What is the practical implication of this, if correct? Well, it means one ought not to expect there is some magic threshold of positive regard beyond which one can say one is “in love”, or has found “true love” (perhaps Miracle Max had it right, and true love is a bluff), there is just love. So one might say one loves a lover, a friend or a child in the same way. However, the social context will differ, and, for example, sex will be something one engages in with socially appropriate individuals (with or without love being a part of that engagement), while one will expect a strong degree of love for children and partners that is not expected from friends (although it need not be absent in that case either) because that is the social norm for friendship.

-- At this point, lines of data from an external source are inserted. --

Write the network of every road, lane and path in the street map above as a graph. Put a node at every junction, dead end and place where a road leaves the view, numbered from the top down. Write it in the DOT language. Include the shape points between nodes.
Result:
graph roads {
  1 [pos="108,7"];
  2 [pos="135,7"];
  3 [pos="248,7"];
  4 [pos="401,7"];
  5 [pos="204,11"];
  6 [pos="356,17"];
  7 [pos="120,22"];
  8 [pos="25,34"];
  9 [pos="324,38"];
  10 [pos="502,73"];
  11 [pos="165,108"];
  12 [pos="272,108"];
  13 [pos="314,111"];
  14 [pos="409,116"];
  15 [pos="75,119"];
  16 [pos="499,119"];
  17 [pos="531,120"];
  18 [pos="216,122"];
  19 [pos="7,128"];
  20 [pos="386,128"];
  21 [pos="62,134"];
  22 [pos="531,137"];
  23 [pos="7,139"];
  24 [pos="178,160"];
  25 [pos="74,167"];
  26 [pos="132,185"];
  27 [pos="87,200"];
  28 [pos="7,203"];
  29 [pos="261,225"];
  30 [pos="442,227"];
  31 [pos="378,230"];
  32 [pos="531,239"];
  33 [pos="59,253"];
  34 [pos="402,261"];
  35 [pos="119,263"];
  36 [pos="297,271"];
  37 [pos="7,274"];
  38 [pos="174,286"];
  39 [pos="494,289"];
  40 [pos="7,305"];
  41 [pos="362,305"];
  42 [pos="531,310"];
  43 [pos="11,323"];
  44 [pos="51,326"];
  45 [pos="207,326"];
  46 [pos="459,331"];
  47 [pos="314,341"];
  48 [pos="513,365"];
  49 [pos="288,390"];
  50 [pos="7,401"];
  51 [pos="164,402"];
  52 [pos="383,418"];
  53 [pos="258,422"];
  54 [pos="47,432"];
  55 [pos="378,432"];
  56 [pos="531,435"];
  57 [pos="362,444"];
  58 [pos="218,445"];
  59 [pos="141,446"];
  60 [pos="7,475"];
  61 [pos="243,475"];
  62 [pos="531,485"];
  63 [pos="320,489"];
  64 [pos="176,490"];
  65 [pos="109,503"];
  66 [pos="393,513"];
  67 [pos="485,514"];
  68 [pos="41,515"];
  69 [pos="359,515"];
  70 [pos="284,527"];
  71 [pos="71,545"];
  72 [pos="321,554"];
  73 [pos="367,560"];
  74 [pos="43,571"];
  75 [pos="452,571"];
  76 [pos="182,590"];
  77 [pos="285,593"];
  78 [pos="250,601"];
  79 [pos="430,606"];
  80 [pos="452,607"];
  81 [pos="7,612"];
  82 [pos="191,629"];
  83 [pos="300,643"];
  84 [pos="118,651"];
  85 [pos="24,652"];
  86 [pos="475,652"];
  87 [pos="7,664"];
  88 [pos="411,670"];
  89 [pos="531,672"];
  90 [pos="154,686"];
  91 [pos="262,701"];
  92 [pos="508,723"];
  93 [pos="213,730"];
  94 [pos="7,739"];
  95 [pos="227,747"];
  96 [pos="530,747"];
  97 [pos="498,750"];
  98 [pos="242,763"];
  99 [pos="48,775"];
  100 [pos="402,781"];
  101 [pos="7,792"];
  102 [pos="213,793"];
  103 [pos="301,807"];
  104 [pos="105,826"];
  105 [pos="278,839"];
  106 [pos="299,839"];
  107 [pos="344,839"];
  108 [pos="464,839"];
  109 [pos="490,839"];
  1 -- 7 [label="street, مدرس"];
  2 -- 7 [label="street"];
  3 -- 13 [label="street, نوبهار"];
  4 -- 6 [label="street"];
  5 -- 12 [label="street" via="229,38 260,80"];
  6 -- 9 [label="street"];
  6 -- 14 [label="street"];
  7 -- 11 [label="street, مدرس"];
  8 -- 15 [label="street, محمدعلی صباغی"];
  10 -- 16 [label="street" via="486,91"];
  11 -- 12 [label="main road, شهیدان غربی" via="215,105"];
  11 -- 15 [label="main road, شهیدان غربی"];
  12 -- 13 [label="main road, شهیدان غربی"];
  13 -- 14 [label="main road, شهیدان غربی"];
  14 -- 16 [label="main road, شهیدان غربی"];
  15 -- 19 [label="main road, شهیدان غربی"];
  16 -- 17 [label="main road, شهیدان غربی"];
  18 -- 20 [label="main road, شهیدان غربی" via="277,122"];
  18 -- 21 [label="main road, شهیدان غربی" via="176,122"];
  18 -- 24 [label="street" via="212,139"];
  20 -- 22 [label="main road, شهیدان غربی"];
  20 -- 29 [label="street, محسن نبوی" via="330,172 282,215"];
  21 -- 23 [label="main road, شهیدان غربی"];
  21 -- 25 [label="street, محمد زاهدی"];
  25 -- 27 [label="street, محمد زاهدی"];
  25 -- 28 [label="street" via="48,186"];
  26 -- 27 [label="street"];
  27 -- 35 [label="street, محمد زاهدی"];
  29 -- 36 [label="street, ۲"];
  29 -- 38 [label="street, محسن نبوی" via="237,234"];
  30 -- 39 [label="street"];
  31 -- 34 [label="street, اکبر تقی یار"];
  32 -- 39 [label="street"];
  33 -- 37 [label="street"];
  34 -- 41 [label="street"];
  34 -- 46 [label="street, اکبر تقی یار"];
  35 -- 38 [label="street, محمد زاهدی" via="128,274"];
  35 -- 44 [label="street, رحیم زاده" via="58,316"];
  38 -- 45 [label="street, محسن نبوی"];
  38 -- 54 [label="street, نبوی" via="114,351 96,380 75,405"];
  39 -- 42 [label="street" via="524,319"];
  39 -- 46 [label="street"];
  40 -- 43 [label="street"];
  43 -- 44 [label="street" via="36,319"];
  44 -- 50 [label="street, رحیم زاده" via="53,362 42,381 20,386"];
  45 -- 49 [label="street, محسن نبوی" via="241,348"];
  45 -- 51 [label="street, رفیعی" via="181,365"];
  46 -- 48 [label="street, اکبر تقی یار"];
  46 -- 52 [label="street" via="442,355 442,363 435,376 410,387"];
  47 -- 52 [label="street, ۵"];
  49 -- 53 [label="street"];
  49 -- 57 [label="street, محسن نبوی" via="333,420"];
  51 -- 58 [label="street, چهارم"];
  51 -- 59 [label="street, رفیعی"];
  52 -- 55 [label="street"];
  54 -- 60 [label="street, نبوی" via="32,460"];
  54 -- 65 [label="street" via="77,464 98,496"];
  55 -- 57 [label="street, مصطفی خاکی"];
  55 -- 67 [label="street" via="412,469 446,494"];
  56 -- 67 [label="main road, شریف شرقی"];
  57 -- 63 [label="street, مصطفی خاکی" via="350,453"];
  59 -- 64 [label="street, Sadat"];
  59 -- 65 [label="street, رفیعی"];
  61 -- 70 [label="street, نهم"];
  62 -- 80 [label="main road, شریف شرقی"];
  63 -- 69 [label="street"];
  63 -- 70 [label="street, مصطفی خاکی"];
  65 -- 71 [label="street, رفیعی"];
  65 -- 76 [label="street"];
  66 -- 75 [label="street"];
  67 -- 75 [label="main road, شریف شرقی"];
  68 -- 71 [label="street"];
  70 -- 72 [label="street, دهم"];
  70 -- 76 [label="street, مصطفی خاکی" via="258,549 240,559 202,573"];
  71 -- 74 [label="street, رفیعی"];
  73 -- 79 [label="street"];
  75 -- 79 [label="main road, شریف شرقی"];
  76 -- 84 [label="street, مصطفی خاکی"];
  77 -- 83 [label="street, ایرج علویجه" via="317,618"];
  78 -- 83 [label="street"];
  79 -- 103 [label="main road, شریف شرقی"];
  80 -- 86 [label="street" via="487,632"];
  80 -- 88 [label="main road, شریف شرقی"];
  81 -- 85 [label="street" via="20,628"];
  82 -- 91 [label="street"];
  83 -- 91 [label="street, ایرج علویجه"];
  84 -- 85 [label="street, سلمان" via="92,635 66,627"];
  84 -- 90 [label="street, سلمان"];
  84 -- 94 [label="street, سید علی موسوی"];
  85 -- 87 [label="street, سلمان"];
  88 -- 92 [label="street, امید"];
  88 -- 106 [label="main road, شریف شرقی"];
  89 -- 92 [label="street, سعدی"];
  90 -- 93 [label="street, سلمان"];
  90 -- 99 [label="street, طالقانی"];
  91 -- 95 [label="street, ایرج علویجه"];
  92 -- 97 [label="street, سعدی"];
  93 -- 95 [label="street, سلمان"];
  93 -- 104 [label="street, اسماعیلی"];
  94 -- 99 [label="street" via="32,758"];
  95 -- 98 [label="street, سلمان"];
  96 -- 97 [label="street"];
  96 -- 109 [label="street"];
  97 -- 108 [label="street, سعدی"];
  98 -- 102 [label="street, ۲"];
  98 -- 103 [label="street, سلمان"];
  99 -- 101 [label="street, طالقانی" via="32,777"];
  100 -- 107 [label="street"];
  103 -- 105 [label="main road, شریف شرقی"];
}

The emotional constitution of human beings is, like everything else, an evolved derivation of biological aspects of our shared groups (apes, primates, mammals, vertebrates, etc.), and the 2D account (and if successful the Lövheim cube also) classifies these aspects of our engagement with the external world. These need not be adaptive, contrary to the evolutionary psychological approach. They merely need to be outputs of our shared and derived psychological mechanisms. What is adaptive here might be the socially constructed functional categories that play a role in folk psychology: honour and shame, for example, would be adaptations to the sociocultural environment, not the ecological environment, and be transmitted socially rather than biologically (as Linquist argues in the citation above). This is a “dual inheritance” model of emotions, although I think there is no clear boundary between biological and social evolution.

We are at the point in our researches where the neurological aspects of psychology and the behavioural and socially functional aspects are joining up, slowly. The ethical implications, however, seem not to be considered as much as I expected they would be. If love is just a second order outcome of these biological aspects of humans (or turn out to be physically interpretable, although a simple focus on neurotransmitters is obviously going to be insufficient to biologise emotions), then we can think of these categories of emotion, like honour, shame, love, disgust, etc., as things that can be modulated or even abandoned when they are no longer socially adaptive. We can now say, I believe, that we love our same-sex friends without it having any sexual connotation at all. We can choose to have relationships that are of varying strength of commitment without needing to meet the expectations of popular psychology or sociology. We might even be able to adopt a plural relationship of sexual partners or a mix of sexual and nonsexual partners in life without prejudicing those relationships by constructed categories derived from past institutions like marriage that rely upon the ideologies of class, religion or economics.